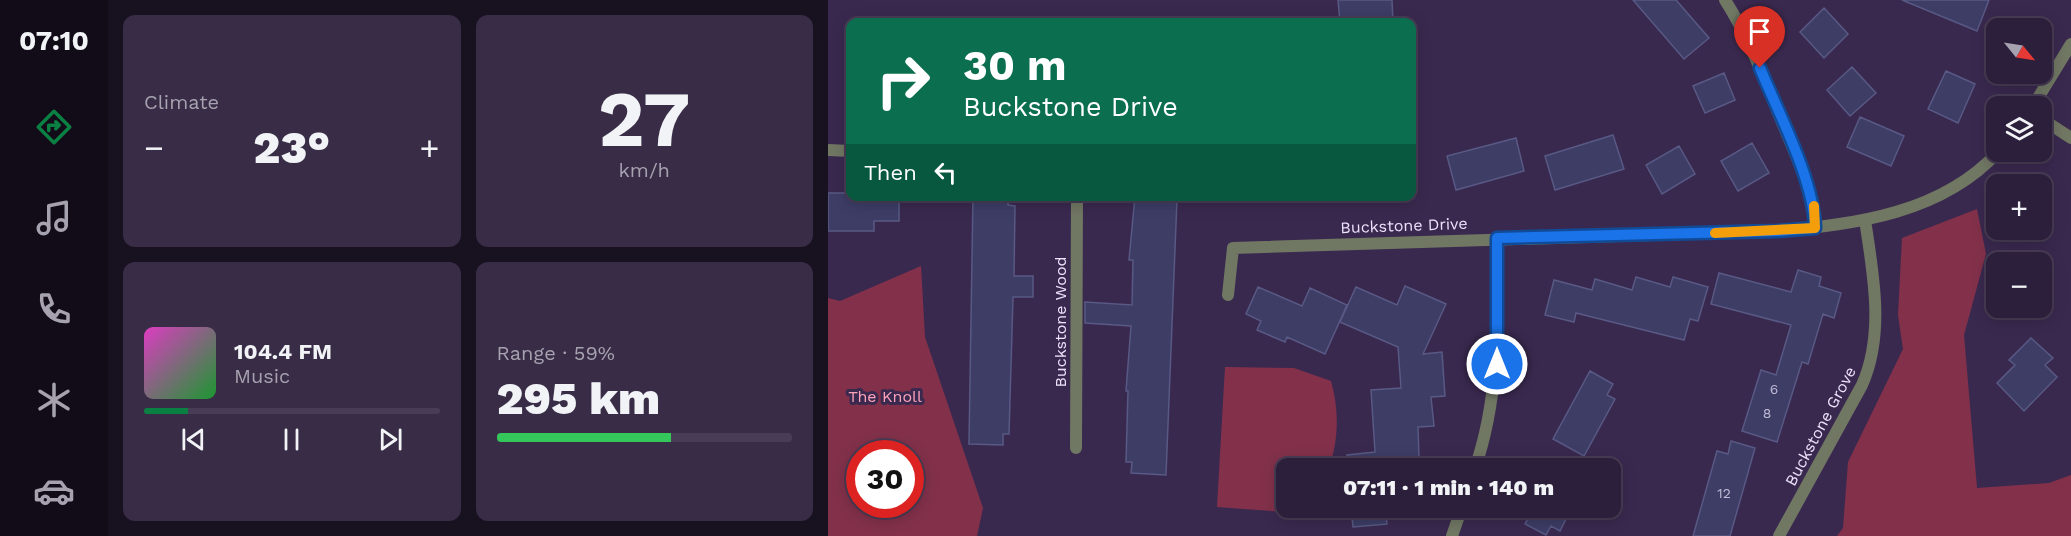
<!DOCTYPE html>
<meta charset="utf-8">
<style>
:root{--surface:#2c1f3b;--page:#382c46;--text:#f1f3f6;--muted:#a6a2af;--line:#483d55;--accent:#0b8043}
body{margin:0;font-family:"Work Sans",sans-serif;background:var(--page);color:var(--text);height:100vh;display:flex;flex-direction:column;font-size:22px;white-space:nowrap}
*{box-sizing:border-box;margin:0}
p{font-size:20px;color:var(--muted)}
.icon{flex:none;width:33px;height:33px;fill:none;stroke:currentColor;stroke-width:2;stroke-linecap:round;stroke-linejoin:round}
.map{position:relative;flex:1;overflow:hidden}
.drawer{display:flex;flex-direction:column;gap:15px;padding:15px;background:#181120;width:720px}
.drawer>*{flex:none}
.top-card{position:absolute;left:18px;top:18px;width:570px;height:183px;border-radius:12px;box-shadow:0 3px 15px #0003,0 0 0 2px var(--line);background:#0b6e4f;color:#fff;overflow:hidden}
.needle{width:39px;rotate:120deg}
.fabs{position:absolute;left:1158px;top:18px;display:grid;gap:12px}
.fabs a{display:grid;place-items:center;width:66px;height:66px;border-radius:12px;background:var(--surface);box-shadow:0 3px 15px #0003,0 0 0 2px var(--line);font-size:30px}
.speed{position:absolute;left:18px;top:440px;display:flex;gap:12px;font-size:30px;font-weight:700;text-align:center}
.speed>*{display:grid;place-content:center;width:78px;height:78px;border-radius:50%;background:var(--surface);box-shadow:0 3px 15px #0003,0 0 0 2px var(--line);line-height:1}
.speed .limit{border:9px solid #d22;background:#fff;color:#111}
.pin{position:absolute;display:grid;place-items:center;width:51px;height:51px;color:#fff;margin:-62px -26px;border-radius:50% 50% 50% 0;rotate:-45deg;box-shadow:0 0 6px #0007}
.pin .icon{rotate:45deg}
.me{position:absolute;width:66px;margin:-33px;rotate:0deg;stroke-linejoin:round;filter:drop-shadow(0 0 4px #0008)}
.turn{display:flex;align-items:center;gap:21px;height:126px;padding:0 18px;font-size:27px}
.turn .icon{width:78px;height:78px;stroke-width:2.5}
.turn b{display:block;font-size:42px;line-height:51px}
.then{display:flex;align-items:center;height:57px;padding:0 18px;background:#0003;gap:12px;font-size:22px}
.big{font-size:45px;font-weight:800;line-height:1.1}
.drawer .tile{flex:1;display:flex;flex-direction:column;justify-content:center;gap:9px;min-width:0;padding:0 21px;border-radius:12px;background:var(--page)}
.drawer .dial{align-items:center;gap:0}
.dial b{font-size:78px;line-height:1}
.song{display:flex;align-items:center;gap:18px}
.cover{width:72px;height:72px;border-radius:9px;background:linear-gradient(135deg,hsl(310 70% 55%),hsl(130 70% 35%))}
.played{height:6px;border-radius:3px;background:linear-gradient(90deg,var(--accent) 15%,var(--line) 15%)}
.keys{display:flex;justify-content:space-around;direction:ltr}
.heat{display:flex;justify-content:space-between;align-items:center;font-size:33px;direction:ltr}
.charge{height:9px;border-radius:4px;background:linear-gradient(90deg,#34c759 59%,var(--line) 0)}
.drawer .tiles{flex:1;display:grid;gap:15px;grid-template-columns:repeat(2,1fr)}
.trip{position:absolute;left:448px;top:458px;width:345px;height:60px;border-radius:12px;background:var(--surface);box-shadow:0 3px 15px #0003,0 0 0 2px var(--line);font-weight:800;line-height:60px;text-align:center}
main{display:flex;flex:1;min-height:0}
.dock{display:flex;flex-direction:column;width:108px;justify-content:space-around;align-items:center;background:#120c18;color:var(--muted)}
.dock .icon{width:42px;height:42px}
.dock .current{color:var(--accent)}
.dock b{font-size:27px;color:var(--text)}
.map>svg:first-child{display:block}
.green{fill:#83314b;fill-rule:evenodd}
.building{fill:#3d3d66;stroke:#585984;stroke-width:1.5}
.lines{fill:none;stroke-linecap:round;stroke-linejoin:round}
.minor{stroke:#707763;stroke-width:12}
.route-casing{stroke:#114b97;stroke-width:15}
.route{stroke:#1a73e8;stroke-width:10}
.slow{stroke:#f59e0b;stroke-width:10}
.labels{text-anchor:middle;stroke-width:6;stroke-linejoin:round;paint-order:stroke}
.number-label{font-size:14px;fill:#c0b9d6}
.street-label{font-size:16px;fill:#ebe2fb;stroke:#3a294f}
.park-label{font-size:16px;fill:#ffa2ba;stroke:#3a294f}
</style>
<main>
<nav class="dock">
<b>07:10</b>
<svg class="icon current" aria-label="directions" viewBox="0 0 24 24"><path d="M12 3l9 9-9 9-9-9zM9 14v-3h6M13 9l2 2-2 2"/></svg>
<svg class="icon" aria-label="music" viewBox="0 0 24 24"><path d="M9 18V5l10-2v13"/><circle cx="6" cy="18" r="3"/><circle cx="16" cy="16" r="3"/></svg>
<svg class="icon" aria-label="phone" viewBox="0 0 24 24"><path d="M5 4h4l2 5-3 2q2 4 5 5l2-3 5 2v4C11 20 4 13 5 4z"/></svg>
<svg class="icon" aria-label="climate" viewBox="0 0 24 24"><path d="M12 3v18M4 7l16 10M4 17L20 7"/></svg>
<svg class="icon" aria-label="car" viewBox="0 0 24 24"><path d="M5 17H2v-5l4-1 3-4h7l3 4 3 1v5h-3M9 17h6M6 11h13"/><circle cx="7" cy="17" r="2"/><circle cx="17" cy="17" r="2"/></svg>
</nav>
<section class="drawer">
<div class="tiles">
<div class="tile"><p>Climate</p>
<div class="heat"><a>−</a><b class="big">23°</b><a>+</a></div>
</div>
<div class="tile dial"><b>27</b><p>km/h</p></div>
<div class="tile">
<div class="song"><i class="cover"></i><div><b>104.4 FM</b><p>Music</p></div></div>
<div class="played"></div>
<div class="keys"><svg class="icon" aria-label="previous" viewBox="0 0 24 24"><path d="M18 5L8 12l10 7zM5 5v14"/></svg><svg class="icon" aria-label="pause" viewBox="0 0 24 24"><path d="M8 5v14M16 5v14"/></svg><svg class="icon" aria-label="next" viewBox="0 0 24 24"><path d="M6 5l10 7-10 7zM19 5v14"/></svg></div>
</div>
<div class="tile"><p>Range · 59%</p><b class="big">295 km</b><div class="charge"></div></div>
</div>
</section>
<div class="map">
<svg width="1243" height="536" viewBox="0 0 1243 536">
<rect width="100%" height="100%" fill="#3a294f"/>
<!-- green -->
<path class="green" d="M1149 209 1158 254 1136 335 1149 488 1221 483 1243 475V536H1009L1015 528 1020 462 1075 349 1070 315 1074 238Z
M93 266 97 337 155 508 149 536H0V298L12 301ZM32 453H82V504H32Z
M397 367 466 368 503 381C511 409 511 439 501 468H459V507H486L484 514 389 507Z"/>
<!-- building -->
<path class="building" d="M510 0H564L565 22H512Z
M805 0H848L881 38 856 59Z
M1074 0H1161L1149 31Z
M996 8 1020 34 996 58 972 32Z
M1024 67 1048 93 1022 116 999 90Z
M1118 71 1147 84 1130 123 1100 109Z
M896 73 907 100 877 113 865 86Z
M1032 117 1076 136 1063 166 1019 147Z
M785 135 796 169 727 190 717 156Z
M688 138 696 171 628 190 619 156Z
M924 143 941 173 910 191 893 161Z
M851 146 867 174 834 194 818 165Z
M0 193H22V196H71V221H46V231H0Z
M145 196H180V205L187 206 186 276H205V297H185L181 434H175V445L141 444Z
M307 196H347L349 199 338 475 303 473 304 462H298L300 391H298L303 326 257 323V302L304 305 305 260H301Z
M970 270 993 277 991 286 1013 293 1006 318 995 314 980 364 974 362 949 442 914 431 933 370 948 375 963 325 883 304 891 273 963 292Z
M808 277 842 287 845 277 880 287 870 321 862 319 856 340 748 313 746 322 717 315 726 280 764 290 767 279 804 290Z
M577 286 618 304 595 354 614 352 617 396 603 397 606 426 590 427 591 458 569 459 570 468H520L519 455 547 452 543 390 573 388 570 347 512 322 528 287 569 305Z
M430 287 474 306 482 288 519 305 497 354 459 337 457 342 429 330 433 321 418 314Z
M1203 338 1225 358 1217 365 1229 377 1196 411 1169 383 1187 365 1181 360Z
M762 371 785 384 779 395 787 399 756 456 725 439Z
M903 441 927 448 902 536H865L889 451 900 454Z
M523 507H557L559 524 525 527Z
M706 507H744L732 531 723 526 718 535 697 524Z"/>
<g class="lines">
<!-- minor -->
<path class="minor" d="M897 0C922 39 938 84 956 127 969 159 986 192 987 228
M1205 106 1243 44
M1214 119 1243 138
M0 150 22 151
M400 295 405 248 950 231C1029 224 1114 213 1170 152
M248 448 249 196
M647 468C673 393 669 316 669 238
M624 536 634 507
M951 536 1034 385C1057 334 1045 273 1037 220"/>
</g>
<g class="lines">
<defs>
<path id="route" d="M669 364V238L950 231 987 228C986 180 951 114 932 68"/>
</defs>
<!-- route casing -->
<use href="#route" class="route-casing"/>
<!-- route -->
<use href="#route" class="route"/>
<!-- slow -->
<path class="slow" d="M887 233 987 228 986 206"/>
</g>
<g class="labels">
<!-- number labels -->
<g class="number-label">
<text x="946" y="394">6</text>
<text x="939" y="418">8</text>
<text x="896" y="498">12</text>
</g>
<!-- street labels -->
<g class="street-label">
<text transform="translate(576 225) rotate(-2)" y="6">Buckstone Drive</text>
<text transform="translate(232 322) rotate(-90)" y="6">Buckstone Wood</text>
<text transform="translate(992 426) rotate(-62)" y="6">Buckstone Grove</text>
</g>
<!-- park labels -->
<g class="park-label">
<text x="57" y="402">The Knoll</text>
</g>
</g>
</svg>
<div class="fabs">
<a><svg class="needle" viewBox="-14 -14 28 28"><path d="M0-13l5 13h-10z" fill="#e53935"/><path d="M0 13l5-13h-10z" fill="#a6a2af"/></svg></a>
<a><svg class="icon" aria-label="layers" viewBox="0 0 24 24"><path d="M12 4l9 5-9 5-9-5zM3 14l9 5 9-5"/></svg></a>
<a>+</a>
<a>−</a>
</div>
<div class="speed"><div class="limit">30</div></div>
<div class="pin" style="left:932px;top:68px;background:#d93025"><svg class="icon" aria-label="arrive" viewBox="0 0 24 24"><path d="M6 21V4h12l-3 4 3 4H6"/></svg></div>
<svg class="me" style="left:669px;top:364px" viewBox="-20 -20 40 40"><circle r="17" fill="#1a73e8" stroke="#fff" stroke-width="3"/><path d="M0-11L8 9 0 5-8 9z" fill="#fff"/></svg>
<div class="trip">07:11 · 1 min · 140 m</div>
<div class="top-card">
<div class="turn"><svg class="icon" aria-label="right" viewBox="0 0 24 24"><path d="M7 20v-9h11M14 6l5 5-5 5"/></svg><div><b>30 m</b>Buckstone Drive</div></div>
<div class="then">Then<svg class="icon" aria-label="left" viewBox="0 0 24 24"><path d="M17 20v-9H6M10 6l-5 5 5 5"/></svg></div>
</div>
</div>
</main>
--------
▸ About this task:
Copy each line of the records that has "none" in it.

▸ Response to the task:
.icon{flex:none;width:33px;height:33px;fill:none;stroke:currentColor;stroke-width:2;stroke-linecap:round;stroke-linejoin:round}
.drawer>*{flex:none}
.lines{fill:none;stroke-linecap:round;stroke-linejoin:round}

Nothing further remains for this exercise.